唐澤:そうです。本投資法人と星野リゾートは、「所有」と「運営」に役割を分けながら、どちらか一方ではなく双方がともに成長していく“ 共存共栄” の関係にあります。だからこそ私たち運用会社は、こうして価値を生み出す資産に投資し、ホテル運営における星野リゾートの強みと、不動産運用における私たちの知見を持ち寄って、本投資法人の競争力を長期で高めていきたいと考えています。
社会への貢献と、収益の両立を目指して
唐澤:社会への貢献と経済的な価値(収益)を、どちらかを犠牲にするのではなく両立させながら、長期的な価値を生み出していく。
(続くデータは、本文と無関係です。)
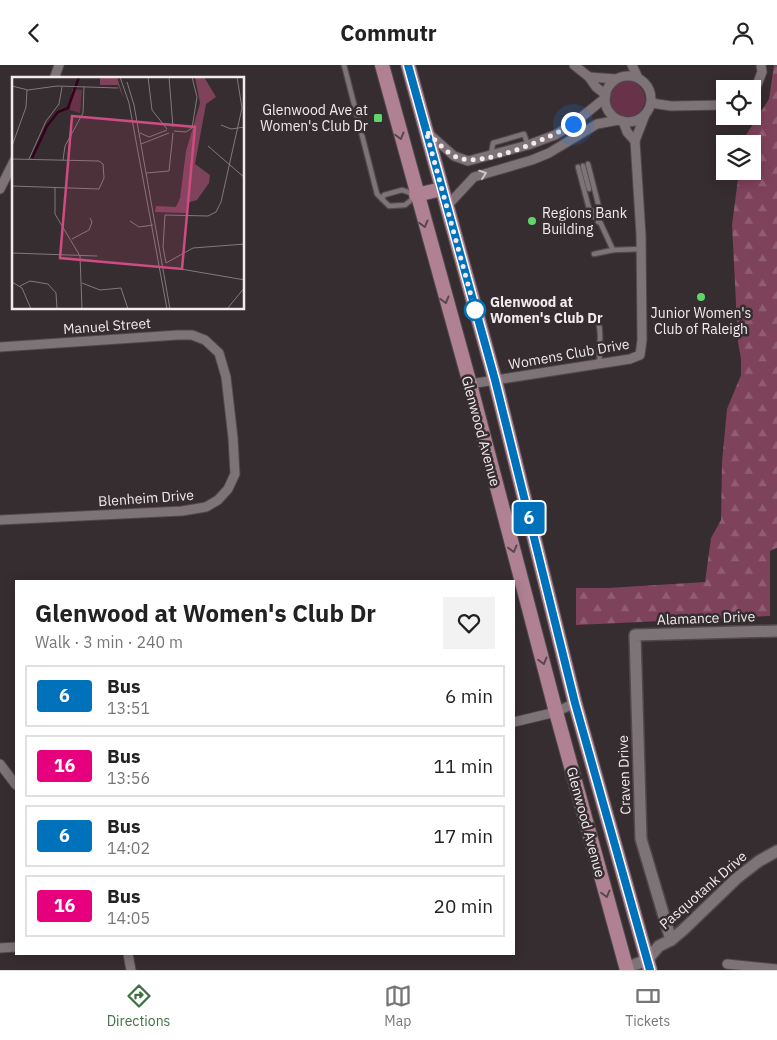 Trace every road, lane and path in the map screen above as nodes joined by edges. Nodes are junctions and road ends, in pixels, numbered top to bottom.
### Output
1 (59, 65) edge
2 (344, 65) edge
3 (382, 65) edge
4 (408, 65) edge
5 (574, 65) edge
6 (628, 65) edge
7 (632, 65) edge
8 (761, 65) edge
9 (55, 77) edge
10 (589, 77) junction
11 (619, 78) junction
12 (638, 78) junction
13 (759, 80) edge
14 (605, 96) junction
15 (651, 103) junction
16 (716, 105) edge
17 (645, 115) junction
18 (621, 120) junction
19 (426, 131) junction
20 (635, 141) junction
21 (12, 165) edge
22 (583, 166) junction
23 (0, 189) edge
24 (442, 189) junction
25 (589, 189) dead end
26 (416, 195) junction
27 (382, 199) junction
28 (447, 206) junction
29 (595, 211) dead end
30 (597, 219) junction
31 (614, 249) junction
32 (641, 249) junction
33 (594, 254) dead end
34 (598, 325) dead end
35 (212, 346) joint
36 (0, 347) edge
37 (600, 364) junction
38 (495, 380) junction
39 (470, 384) junction
40 (0, 520) edge
41 (777, 631) edge
42 (635, 635) joint
43 (575, 703) junction
44 (556, 712) junction
45 (515, 722) edge
46 (0, 764) edge
47 (15, 784) edge
48 (777, 851) edge
49 (672, 939) junction
50 (15, 947) edge
51 (0, 948) edge
52 (128, 955) edge
53 (727, 964) dead end
54 (649, 965) edge
55 (627, 969) edge
56 (777, 969) edge
57 (131, 970) edge

1 - 9 street
2 - 27 lane
3 -> 26 main road, Glenwood Avenue
4 - 19 main road, Glenwood Avenue
5 - 10 street
6 - 11 street
7 - 12 street
8 - 13 street
10 - 11 street
10 - 14 street
11 - 12 street
11 - 14 street
12 - 15 street
14 - 18 street
14 - 19 street
15 - 16 street
15 - 17 street
17 - 18 street
17 - 20 street, Womens Club Drive
18 - 20 street, Womens Club Drive
28 -> 18 street
19 - 24 main road, Glenwood Avenue
20 - 32 street, Womens Club Drive
21 - 23 street
22 - 25 lane
22 - 30 lane
22 - 30 lane
24 - 26 main road
24 - 28 main road, Glenwood Avenue
26 - 27 lane
26 - 27 lane
26 -> 39 main road, Glenwood Avenue
28 - 38 main road, Glenwood Avenue
29 - 30 lane
30 - 31 lane
31 - 32 lane
31 - 33 lane
32 - 37 street, Womens Club Drive
34 - 37 lane
35 - 36 street, Manuel Street
35 - 40 street, Blenheim Drive
37 - 38 street, Womens Club Drive
38 - 39 street, Womens Club Drive
38 - 43 main road, Glenwood Avenue
39 -> 44 main road, Glenwood Avenue
41 - 42 street, Alamance Drive
42 - 49 street, Craven Drive
43 - 44 street
43 - 54 main road, Glenwood Avenue
44 - 45 street
44 -> 55 main road, Glenwood Avenue
46 - 47 street
48 - 49 street, Pasquotank Drive
49 - 54 street, Pasquotank Drive
50 - 51 street
52 - 57 street
53 - 56 street
54 - 55 street, Pasquotank Drive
これは単なる理念ではなく、地域の魅力を維持・向上させ、宿泊者から選ばれ続けることで、施設の競争力や資産価値の向上につなげていく、運用の戦略でもあります。
菊池:施設が選ばれ続けることは、最終的に本投資法人の収益基盤の強さにつながります。サステナビリティは、投資家のみなさまのリターンとも地続きのテーマなのですよね。
唐澤:財務の面でも、同じことが言えそうですね。
菊池:はい。例えば、本投資法人では、環境性能が一定の基準を満たすと認められた資産(環境認証を取得した資産)を対象に、資金の使い道を環境分野に限定した借入れである「グリーンローン」を活用しています。これにより、資金調達の手段を多様化し、財務基盤の強化にもつなげています。
唐澤:環境・社会課題への対応は、もはやコストではなく、将来の競争力と資産価値を維持・向上させるための投資である——最後に、その考えを改めて聞かせてください。
菊池:サステナビリティへの取組みこそが、本投資法人への投資を長期にわたって継続していただく価値の源泉になると考えています。持続可能な観光を通じて、中長期的な価値創造に努めていきたいと思います。